Il colore diventa memoria viva. Il colore è casa.

Le Teste: topografie dell’anima

Dagli anni ’70 in poi, la pittura di Marwan si concentra sul volto — o meglio, sulla testa come paesaggio interiore.
Le superfici si frantumano in pieghe, campiture, strati sovrapposti. Ogni testa è un mondo: rughe come crepacci, sguardi come voragini, silenzi come altipiani.
Le dipinge, le ridipinge, le lascia emergere lentamente, come se scavasse nel tempo stesso.
Che sia olio, acquerello o incisione, ciò che conta è che quelle teste respirano.
Sono fragili e potenti, malinconiche e piene di dignità.

L’ultima lezione: comprendere tutto in un volto

Le “Teste” di Marwan ricordano a molti quelle di Francis Bacon, ma con una differenza fondamentale: in Marwan non c’è condanna, c’è compassione.
I suoi volti, pur scavati dalla vita, non sono vittime. Sono testimoni.
Come scrive il poeta Adonis, suo amico:

«Quando percepiamo il volto, possiamo dire: abbiamo compreso tutto.»

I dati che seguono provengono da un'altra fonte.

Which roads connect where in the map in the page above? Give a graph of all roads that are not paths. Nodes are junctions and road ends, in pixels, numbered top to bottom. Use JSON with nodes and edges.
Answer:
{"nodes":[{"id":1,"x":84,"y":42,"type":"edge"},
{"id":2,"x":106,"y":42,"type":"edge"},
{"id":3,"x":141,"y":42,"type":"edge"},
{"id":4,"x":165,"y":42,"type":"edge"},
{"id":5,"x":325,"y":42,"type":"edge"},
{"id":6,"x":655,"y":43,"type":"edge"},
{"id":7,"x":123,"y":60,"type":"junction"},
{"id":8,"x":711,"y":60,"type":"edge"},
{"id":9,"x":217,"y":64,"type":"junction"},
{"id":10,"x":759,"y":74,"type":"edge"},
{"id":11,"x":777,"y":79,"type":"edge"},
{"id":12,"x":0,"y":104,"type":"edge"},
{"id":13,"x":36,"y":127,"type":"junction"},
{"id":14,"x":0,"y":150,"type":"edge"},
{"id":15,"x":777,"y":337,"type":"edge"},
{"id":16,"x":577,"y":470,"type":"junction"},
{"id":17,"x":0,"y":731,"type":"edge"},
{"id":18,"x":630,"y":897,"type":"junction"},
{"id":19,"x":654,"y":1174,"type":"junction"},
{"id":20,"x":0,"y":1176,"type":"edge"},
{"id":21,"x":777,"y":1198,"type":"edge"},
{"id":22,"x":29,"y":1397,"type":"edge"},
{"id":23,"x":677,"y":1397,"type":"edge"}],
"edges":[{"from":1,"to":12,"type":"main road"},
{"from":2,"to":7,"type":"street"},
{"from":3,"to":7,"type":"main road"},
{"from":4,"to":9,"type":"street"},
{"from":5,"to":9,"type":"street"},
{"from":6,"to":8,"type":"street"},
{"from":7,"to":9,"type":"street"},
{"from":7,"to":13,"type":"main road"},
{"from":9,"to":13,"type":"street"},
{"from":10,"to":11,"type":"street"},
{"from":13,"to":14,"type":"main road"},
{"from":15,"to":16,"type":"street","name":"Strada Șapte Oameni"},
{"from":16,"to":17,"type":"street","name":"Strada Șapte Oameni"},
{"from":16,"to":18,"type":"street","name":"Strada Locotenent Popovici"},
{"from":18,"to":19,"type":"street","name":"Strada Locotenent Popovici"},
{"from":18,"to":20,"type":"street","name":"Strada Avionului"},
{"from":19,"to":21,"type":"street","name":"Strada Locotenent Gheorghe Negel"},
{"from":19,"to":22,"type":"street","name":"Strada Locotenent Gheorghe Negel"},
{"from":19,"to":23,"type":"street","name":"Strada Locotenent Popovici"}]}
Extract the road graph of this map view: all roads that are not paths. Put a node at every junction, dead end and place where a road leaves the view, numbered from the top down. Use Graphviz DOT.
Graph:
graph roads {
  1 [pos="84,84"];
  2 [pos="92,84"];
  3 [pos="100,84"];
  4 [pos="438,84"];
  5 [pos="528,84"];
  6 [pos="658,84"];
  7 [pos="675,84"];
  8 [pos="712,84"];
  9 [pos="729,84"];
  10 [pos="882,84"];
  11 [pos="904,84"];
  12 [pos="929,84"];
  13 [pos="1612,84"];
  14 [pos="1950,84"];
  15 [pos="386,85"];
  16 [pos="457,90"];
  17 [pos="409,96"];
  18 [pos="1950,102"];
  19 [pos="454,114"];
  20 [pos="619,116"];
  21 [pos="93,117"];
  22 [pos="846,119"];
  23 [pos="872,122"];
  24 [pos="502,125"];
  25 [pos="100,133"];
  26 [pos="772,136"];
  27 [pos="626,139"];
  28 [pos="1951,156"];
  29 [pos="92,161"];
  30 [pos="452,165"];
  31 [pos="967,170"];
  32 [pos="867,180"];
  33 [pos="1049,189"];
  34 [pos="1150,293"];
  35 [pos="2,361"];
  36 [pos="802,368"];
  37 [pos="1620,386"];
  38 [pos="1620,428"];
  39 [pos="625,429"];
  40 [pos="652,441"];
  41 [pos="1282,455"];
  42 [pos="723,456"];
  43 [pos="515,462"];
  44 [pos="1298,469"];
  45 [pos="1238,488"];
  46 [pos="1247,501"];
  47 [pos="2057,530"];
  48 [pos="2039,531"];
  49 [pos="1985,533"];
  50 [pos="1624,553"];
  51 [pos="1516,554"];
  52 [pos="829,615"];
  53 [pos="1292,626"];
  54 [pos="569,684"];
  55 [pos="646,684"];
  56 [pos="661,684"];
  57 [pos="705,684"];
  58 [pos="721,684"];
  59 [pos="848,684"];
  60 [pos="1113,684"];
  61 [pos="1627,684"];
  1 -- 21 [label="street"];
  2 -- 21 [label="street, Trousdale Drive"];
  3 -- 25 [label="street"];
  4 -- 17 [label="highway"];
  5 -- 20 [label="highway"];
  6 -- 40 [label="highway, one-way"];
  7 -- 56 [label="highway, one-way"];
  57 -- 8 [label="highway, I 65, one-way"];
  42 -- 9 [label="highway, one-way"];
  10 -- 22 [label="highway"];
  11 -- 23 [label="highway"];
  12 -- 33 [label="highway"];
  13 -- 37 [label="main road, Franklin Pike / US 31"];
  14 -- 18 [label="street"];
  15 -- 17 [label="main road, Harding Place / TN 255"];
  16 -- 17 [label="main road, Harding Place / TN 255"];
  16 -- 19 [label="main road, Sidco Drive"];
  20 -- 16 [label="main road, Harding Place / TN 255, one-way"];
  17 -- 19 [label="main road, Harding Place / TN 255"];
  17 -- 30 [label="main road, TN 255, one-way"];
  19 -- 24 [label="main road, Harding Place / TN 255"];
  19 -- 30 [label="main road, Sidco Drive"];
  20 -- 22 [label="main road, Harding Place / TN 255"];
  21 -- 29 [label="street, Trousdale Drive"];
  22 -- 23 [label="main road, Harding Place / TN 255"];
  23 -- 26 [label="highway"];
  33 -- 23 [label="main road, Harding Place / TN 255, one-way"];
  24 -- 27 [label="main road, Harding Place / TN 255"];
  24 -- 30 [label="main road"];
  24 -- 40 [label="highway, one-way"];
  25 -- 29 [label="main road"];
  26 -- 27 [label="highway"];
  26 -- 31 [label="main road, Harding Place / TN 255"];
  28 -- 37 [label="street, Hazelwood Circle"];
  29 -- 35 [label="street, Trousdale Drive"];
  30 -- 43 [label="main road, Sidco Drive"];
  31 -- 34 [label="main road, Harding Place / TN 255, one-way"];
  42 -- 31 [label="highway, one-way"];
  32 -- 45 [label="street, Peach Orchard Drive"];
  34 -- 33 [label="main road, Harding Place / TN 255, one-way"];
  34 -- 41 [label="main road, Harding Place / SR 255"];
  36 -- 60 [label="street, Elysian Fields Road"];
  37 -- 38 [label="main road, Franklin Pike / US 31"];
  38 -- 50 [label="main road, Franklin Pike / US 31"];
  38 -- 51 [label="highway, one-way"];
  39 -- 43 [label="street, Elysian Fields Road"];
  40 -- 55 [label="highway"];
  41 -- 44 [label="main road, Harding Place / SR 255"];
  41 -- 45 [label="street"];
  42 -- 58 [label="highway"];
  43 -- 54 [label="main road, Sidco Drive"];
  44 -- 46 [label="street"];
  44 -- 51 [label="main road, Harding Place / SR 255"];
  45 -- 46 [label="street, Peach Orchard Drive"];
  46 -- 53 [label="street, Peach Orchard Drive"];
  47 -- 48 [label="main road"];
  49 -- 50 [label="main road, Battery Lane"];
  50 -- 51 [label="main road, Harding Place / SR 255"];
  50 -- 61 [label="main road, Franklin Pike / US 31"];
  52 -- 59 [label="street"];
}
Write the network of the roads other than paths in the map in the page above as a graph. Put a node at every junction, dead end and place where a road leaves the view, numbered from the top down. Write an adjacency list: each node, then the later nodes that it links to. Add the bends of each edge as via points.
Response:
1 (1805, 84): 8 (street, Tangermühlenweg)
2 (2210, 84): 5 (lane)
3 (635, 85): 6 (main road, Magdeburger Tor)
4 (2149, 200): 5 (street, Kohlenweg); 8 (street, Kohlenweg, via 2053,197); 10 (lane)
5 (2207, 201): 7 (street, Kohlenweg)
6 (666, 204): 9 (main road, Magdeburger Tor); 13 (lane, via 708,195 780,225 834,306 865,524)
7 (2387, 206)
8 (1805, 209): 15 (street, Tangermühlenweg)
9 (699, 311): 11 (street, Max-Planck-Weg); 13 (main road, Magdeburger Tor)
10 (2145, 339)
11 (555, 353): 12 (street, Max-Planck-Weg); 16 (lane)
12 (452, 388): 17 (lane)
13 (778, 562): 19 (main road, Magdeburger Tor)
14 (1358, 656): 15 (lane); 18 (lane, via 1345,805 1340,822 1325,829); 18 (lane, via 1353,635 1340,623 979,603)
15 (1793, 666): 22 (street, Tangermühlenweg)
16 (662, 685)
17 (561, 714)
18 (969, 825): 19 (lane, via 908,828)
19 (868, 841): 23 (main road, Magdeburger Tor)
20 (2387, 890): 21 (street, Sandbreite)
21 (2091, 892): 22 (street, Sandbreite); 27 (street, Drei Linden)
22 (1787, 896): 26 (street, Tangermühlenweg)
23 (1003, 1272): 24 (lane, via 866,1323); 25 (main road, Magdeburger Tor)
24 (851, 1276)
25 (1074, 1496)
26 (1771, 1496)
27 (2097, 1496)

Marwan non dipinge per spiegare, ma per sentire.
E in quel sentire — così profondo, così umano — ci ha regalato non solo immagini, ma frammenti di verità.

Catalogo e programmazione

La mostra è accompagnata da un catalogo bilingue (francese/inglese), curato da Françoise Cohen, con testi di Rasha Salti e un’intervista esclusiva di Hans Ulrich Obrist a Marwan. 112 pagine, 75 illustrazioni, prezzo: 24 €. Pubblicato dalla Fondation Giacometti e Fage éditions.

Durante l’intera durata della mostra, è previsto un ricco programma culturale: visite guidate (in francese e inglese), atelier per famiglie e bambini, incontri tematici.

Arte come esilio, arte come avventura

Scriveva Giacometti in una lettera del 1956:

« In questo momento vivo come un esiliato come mai prima, e ogni giorno ho la sensazione di vivere una grande avventura. »

E Marwan, nel 2008, annotava sul suo diario:

« Giorno di Sisifo », il nome di un dipinto mai finito, mai concluso, mai risolto.

Due artisti, due mondi, un’unica sfida: trasformare l’ossessione per l’umano in arte. Un’esposizione che non si guarda: si affronta.